> _TASK DIRECTIONS_
All of the entries must be duplicated exactly.

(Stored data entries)
________
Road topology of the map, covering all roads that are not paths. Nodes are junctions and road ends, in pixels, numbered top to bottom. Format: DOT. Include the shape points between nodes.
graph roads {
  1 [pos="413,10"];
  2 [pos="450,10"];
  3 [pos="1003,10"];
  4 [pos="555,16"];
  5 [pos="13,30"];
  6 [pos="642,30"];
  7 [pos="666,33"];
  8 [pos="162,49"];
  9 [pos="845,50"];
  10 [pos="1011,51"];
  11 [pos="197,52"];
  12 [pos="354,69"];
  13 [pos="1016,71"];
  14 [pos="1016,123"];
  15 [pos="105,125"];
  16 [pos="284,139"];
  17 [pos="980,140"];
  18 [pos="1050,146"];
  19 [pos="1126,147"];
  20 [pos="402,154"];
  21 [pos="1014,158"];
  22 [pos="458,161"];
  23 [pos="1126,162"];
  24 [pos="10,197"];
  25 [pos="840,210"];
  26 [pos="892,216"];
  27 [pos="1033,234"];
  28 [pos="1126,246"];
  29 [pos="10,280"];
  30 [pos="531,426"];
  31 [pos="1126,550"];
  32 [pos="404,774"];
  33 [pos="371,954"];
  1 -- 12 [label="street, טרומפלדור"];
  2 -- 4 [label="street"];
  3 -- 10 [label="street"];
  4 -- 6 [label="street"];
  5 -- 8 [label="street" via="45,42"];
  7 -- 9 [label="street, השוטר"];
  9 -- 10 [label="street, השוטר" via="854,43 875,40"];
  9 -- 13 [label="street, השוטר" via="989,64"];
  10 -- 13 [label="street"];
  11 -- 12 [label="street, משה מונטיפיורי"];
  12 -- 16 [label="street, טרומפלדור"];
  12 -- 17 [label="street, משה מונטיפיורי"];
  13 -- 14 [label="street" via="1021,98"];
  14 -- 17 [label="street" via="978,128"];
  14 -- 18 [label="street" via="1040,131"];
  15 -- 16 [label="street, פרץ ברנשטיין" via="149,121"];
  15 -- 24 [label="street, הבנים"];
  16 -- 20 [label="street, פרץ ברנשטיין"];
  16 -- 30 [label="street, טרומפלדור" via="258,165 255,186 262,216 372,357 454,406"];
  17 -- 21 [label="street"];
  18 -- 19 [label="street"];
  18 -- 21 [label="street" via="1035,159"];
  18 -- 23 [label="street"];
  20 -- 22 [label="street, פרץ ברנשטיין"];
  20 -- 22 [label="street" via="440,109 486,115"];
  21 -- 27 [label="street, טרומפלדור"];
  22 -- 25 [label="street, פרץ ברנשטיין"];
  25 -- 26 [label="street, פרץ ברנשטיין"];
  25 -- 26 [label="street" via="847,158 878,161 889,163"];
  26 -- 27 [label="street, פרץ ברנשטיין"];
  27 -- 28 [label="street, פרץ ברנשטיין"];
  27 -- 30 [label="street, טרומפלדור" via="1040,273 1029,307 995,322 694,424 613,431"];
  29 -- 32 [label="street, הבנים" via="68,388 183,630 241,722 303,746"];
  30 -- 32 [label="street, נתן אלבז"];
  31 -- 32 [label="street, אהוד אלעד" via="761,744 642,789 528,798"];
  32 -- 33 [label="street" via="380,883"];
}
________
> _YOUR RESPONSE_
Road topology of the map, covering all roads that are not paths. Nodes are junctions and road ends, in pixels, numbered top to bottom. Format: DOT. Include the shape points between nodes.
graph roads {
  1 [pos="413,10"];
  2 [pos="450,10"];
  3 [pos="1003,10"];
  4 [pos="555,16"];
  5 [pos="13,30"];
  6 [pos="642,30"];
  7 [pos="666,33"];
  8 [pos="162,49"];
  9 [pos="845,50"];
  10 [pos="1011,51"];
  11 [pos="197,52"];
  12 [pos="354,69"];
  13 [pos="1016,71"];
  14 [pos="1016,123"];
  15 [pos="105,125"];
  16 [pos="284,139"];
  17 [pos="980,140"];
  18 [pos="1050,146"];
  19 [pos="1126,147"];
  20 [pos="402,154"];
  21 [pos="1014,158"];
  22 [pos="458,161"];
  23 [pos="1126,162"];
  24 [pos="10,197"];
  25 [pos="840,210"];
  26 [pos="892,216"];
  27 [pos="1033,234"];
  28 [pos="1126,246"];
  29 [pos="10,280"];
  30 [pos="531,426"];
  31 [pos="1126,550"];
  32 [pos="404,774"];
  33 [pos="371,954"];
  1 -- 12 [label="street, טרומפלדור"];
  2 -- 4 [label="street"];
  3 -- 10 [label="street"];
  4 -- 6 [label="street"];
  5 -- 8 [label="street" via="45,42"];
  7 -- 9 [label="street, השוטר"];
  9 -- 10 [label="street, השוטר" via="854,43 875,40"];
  9 -- 13 [label="street, השוטר" via="989,64"];
  10 -- 13 [label="street"];
  11 -- 12 [label="street, משה מונטיפיורי"];
  12 -- 16 [label="street, טרומפלדור"];
  12 -- 17 [label="street, משה מונטיפיורי"];
  13 -- 14 [label="street" via="1021,98"];
  14 -- 17 [label="street" via="978,128"];
  14 -- 18 [label="street" via="1040,131"];
  15 -- 16 [label="street, פרץ ברנשטיין" via="149,121"];
  15 -- 24 [label="street, הבנים"];
  16 -- 20 [label="street, פרץ ברנשטיין"];
  16 -- 30 [label="street, טרומפלדור" via="258,165 255,186 262,216 372,357 454,406"];
  17 -- 21 [label="street"];
  18 -- 19 [label="street"];
  18 -- 21 [label="street" via="1035,159"];
  18 -- 23 [label="street"];
  20 -- 22 [label="street, פרץ ברנשטיין"];
  20 -- 22 [label="street" via="440,109 486,115"];
  21 -- 27 [label="street, טרומפלדור"];
  22 -- 25 [label="street, פרץ ברנשטיין"];
  25 -- 26 [label="street, פרץ ברנשטיין"];
  25 -- 26 [label="street" via="847,158 878,161 889,163"];
  26 -- 27 [label="street, פרץ ברנשטיין"];
  27 -- 28 [label="street, פרץ ברנשטיין"];
  27 -- 30 [label="street, טרומפלדור" via="1040,273 1029,307 995,322 694,424 613,431"];
  29 -- 32 [label="street, הבנים" via="68,388 183,630 241,722 303,746"];
  30 -- 32 [label="street, נתן אלבז"];
  31 -- 32 [label="street, אהוד אלעד" via="761,744 642,789 528,798"];
  32 -- 33 [label="street" via="380,883"];
}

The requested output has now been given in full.